- _ABOUT THIS EXERCISE_
Could you copy every entry exactly, dropping the pictures?

- _Dataset entries_

⟨

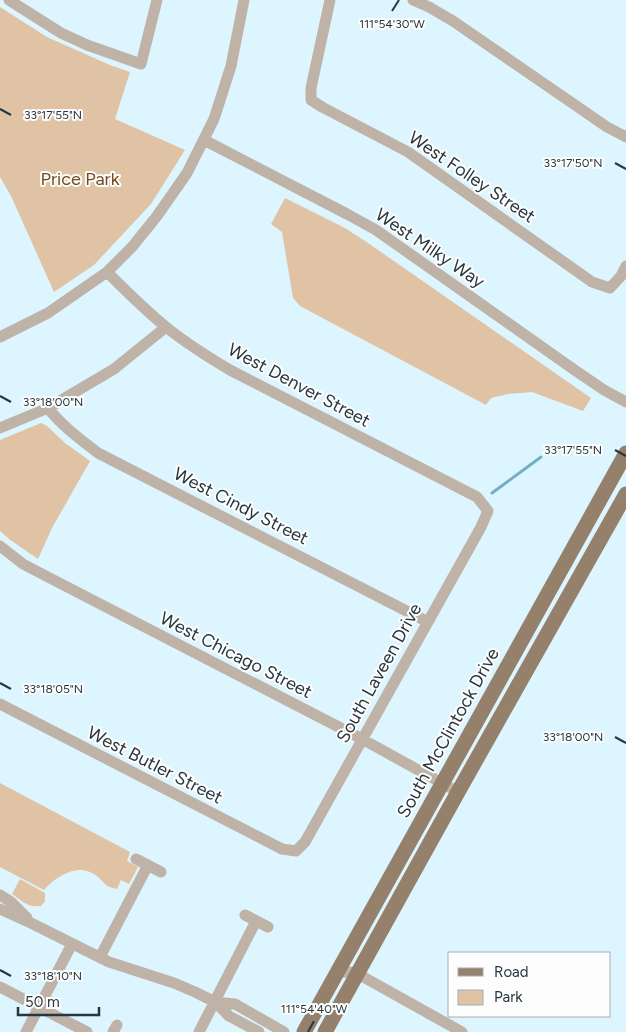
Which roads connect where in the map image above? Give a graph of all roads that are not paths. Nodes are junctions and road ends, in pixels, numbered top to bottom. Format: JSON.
{"nodes":[{"id":1,"x":9,"y":0,"type":"edge"},
{"id":2,"x":157,"y":0,"type":"edge"},
{"id":3,"x":244,"y":0,"type":"edge"},
{"id":4,"x":330,"y":0,"type":"edge"},
{"id":5,"x":413,"y":0,"type":"edge"},
{"id":6,"x":626,"y":138,"type":"edge"},
{"id":7,"x":204,"y":140,"type":"junction"},
{"id":8,"x":626,"y":266,"type":"edge"},
{"id":9,"x":106,"y":272,"type":"junction"},
{"id":10,"x":166,"y":327,"type":"junction"},
{"id":11,"x":1,"y":335,"type":"edge"},
{"id":12,"x":626,"y":402,"type":"edge"},
{"id":13,"x":48,"y":408,"type":"junction"},
{"id":14,"x":0,"y":428,"type":"edge"},
{"id":15,"x":626,"y":453,"type":"edge"},
{"id":16,"x":626,"y":494,"type":"edge"},
{"id":17,"x":488,"y":511,"type":"joint"},
{"id":18,"x":0,"y":546,"type":"edge"},
{"id":19,"x":428,"y":622,"type":"junction"},
{"id":20,"x":0,"y":704,"type":"edge"},
{"id":21,"x":362,"y":739,"type":"junction"},
{"id":22,"x":442,"y":783,"type":"junction"},
{"id":23,"x":458,"y":792,"type":"junction"},
{"id":24,"x":296,"y":851,"type":"joint"},
{"id":25,"x":136,"y":859,"type":"dead end"},
{"id":26,"x":148,"y":865,"type":"junction"},
{"id":27,"x":161,"y":872,"type":"dead end"},
{"id":28,"x":0,"y":895,"type":"edge"},
{"id":29,"x":0,"y":909,"type":"edge"},
{"id":30,"x":245,"y":915,"type":"dead end"},
{"id":31,"x":256,"y":921,"type":"junction"},
{"id":32,"x":34,"y":924,"type":"junction"},
{"id":33,"x":268,"y":927,"type":"dead end"},
{"id":34,"x":72,"y":944,"type":"junction"},
{"id":35,"x":100,"y":957,"type":"junction"},
{"id":36,"x":335,"y":974,"type":"junction"},
{"id":37,"x":358,"y":974,"type":"junction"},
{"id":38,"x":0,"y":987,"type":"edge"},
{"id":39,"x":215,"y":1002,"type":"junction"},
{"id":40,"x":39,"y":1007,"type":"junction"},
{"id":41,"x":245,"y":1010,"type":"junction"},
{"id":42,"x":238,"y":1021,"type":"junction"},
{"id":43,"x":26,"y":1032,"type":"edge"},
{"id":44,"x":88,"y":1032,"type":"edge"},
{"id":45,"x":199,"y":1032,"type":"edge"},
{"id":46,"x":259,"y":1032,"type":"edge"},
{"id":47,"x":284,"y":1032,"type":"edge"},
{"id":48,"x":304,"y":1032,"type":"edge"},
{"id":49,"x":325,"y":1032,"type":"edge"},
{"id":50,"x":462,"y":1032,"type":"edge"}],
"edges":[{"from":1,"to":2,"type":"street"},
{"from":3,"to":7,"type":"street"},
{"from":4,"to":8,"type":"street","name":"West Folley Street"},
{"from":5,"to":6,"type":"street"},
{"from":7,"to":9,"type":"street"},
{"from":7,"to":12,"type":"street","name":"West Milky Way"},
{"from":9,"to":10,"type":"street","name":"West Denver Street"},
{"from":9,"to":11,"type":"street"},
{"from":10,"to":13,"type":"street"},
{"from":10,"to":17,"type":"street","name":"West Denver Street"},
{"from":13,"to":14,"type":"street"},
{"from":13,"to":19,"type":"street","name":"West Cindy Street"},
{"from":15,"to":22,"type":"main road","name":"South McClintock Drive"},
{"from":16,"to":23,"type":"main road","name":"South McClintock Drive"},
{"from":17,"to":19,"type":"street","name":"South Laveen Drive"},
{"from":18,"to":21,"type":"street","name":"West Chicago Street"},
{"from":19,"to":21,"type":"street","name":"South Laveen Drive"},
{"from":20,"to":24,"type":"street","name":"West Butler Street"},
{"from":21,"to":22,"type":"street","name":"West Chicago Street"},
{"from":21,"to":24,"type":"street","name":"South Laveen Drive"},
{"from":22,"to":23,"type":"street","name":"West Chicago Street"},
{"from":22,"to":36,"type":"main road","name":"South McClintock Drive"},
{"from":23,"to":37,"type":"main road","name":"South McClintock Drive"},
{"from":25,"to":26,"type":"street"},
{"from":26,"to":27,"type":"street"},
{"from":26,"to":35,"type":"street"},
{"from":28,"to":32,"type":"street"},
{"from":29,"to":32,"type":"street"},
{"from":30,"to":31,"type":"street"},
{"from":31,"to":33,"type":"street"},
{"from":31,"to":39,"type":"street"},
{"from":32,"to":34,"type":"street"},
{"from":34,"to":35,"type":"street"},
{"from":34,"to":40,"type":"street"},
{"from":35,"to":39,"type":"street"},
{"from":36,"to":37,"type":"street"},
{"from":36,"to":48,"type":"main road","name":"South McClintock Drive"},
{"from":37,"to":49,"type":"main road","name":"South McClintock Drive"},
{"from":37,"to":50,"type":"street"},
{"from":38,"to":40,"type":"street"},
{"from":39,"to":41,"type":"street"},
{"from":39,"to":42,"type":"street"},
{"from":39,"to":45,"type":"street"},
{"from":40,"to":43,"type":"street"},
{"from":40,"to":44,"type":"street"},
{"from":41,"to":42,"type":"street"},
{"from":41,"to":47,"type":"street"},
{"from":42,"to":46,"type":"street"}]}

⟩

- _REPLY_
Which roads connect where in the map image above? Give a graph of all roads that are not paths. Nodes are junctions and road ends, in pixels, numbered top to bottom. Format: JSON.
{"nodes":[{"id":1,"x":9,"y":0,"type":"edge"},
{"id":2,"x":157,"y":0,"type":"edge"},
{"id":3,"x":244,"y":0,"type":"edge"},
{"id":4,"x":330,"y":0,"type":"edge"},
{"id":5,"x":413,"y":0,"type":"edge"},
{"id":6,"x":626,"y":138,"type":"edge"},
{"id":7,"x":204,"y":140,"type":"junction"},
{"id":8,"x":626,"y":266,"type":"edge"},
{"id":9,"x":106,"y":272,"type":"junction"},
{"id":10,"x":166,"y":327,"type":"junction"},
{"id":11,"x":1,"y":335,"type":"edge"},
{"id":12,"x":626,"y":402,"type":"edge"},
{"id":13,"x":48,"y":408,"type":"junction"},
{"id":14,"x":0,"y":428,"type":"edge"},
{"id":15,"x":626,"y":453,"type":"edge"},
{"id":16,"x":626,"y":494,"type":"edge"},
{"id":17,"x":488,"y":511,"type":"joint"},
{"id":18,"x":0,"y":546,"type":"edge"},
{"id":19,"x":428,"y":622,"type":"junction"},
{"id":20,"x":0,"y":704,"type":"edge"},
{"id":21,"x":362,"y":739,"type":"junction"},
{"id":22,"x":442,"y":783,"type":"junction"},
{"id":23,"x":458,"y":792,"type":"junction"},
{"id":24,"x":296,"y":851,"type":"joint"},
{"id":25,"x":136,"y":859,"type":"dead end"},
{"id":26,"x":148,"y":865,"type":"junction"},
{"id":27,"x":161,"y":872,"type":"dead end"},
{"id":28,"x":0,"y":895,"type":"edge"},
{"id":29,"x":0,"y":909,"type":"edge"},
{"id":30,"x":245,"y":915,"type":"dead end"},
{"id":31,"x":256,"y":921,"type":"junction"},
{"id":32,"x":34,"y":924,"type":"junction"},
{"id":33,"x":268,"y":927,"type":"dead end"},
{"id":34,"x":72,"y":944,"type":"junction"},
{"id":35,"x":100,"y":957,"type":"junction"},
{"id":36,"x":335,"y":974,"type":"junction"},
{"id":37,"x":358,"y":974,"type":"junction"},
{"id":38,"x":0,"y":987,"type":"edge"},
{"id":39,"x":215,"y":1002,"type":"junction"},
{"id":40,"x":39,"y":1007,"type":"junction"},
{"id":41,"x":245,"y":1010,"type":"junction"},
{"id":42,"x":238,"y":1021,"type":"junction"},
{"id":43,"x":26,"y":1032,"type":"edge"},
{"id":44,"x":88,"y":1032,"type":"edge"},
{"id":45,"x":199,"y":1032,"type":"edge"},
{"id":46,"x":259,"y":1032,"type":"edge"},
{"id":47,"x":284,"y":1032,"type":"edge"},
{"id":48,"x":304,"y":1032,"type":"edge"},
{"id":49,"x":325,"y":1032,"type":"edge"},
{"id":50,"x":462,"y":1032,"type":"edge"}],
"edges":[{"from":1,"to":2,"type":"street"},
{"from":3,"to":7,"type":"street"},
{"from":4,"to":8,"type":"street","name":"West Folley Street"},
{"from":5,"to":6,"type":"street"},
{"from":7,"to":9,"type":"street"},
{"from":7,"to":12,"type":"street","name":"West Milky Way"},
{"from":9,"to":10,"type":"street","name":"West Denver Street"},
{"from":9,"to":11,"type":"street"},
{"from":10,"to":13,"type":"street"},
{"from":10,"to":17,"type":"street","name":"West Denver Street"},
{"from":13,"to":14,"type":"street"},
{"from":13,"to":19,"type":"street","name":"West Cindy Street"},
{"from":15,"to":22,"type":"main road","name":"South McClintock Drive"},
{"from":16,"to":23,"type":"main road","name":"South McClintock Drive"},
{"from":17,"to":19,"type":"street","name":"South Laveen Drive"},
{"from":18,"to":21,"type":"street","name":"West Chicago Street"},
{"from":19,"to":21,"type":"street","name":"South Laveen Drive"},
{"from":20,"to":24,"type":"street","name":"West Butler Street"},
{"from":21,"to":22,"type":"street","name":"West Chicago Street"},
{"from":21,"to":24,"type":"street","name":"South Laveen Drive"},
{"from":22,"to":23,"type":"street","name":"West Chicago Street"},
{"from":22,"to":36,"type":"main road","name":"South McClintock Drive"},
{"from":23,"to":37,"type":"main road","name":"South McClintock Drive"},
{"from":25,"to":26,"type":"street"},
{"from":26,"to":27,"type":"street"},
{"from":26,"to":35,"type":"street"},
{"from":28,"to":32,"type":"street"},
{"from":29,"to":32,"type":"street"},
{"from":30,"to":31,"type":"street"},
{"from":31,"to":33,"type":"street"},
{"from":31,"to":39,"type":"street"},
{"from":32,"to":34,"type":"street"},
{"from":34,"to":35,"type":"street"},
{"from":34,"to":40,"type":"street"},
{"from":35,"to":39,"type":"street"},
{"from":36,"to":37,"type":"street"},
{"from":36,"to":48,"type":"main road","name":"South McClintock Drive"},
{"from":37,"to":49,"type":"main road","name":"South McClintock Drive"},
{"from":37,"to":50,"type":"street"},
{"from":38,"to":40,"type":"street"},
{"from":39,"to":41,"type":"street"},
{"from":39,"to":42,"type":"street"},
{"from":39,"to":45,"type":"street"},
{"from":40,"to":43,"type":"street"},
{"from":40,"to":44,"type":"street"},
{"from":41,"to":42,"type":"street"},
{"from":41,"to":47,"type":"street"},
{"from":42,"to":46,"type":"street"}]}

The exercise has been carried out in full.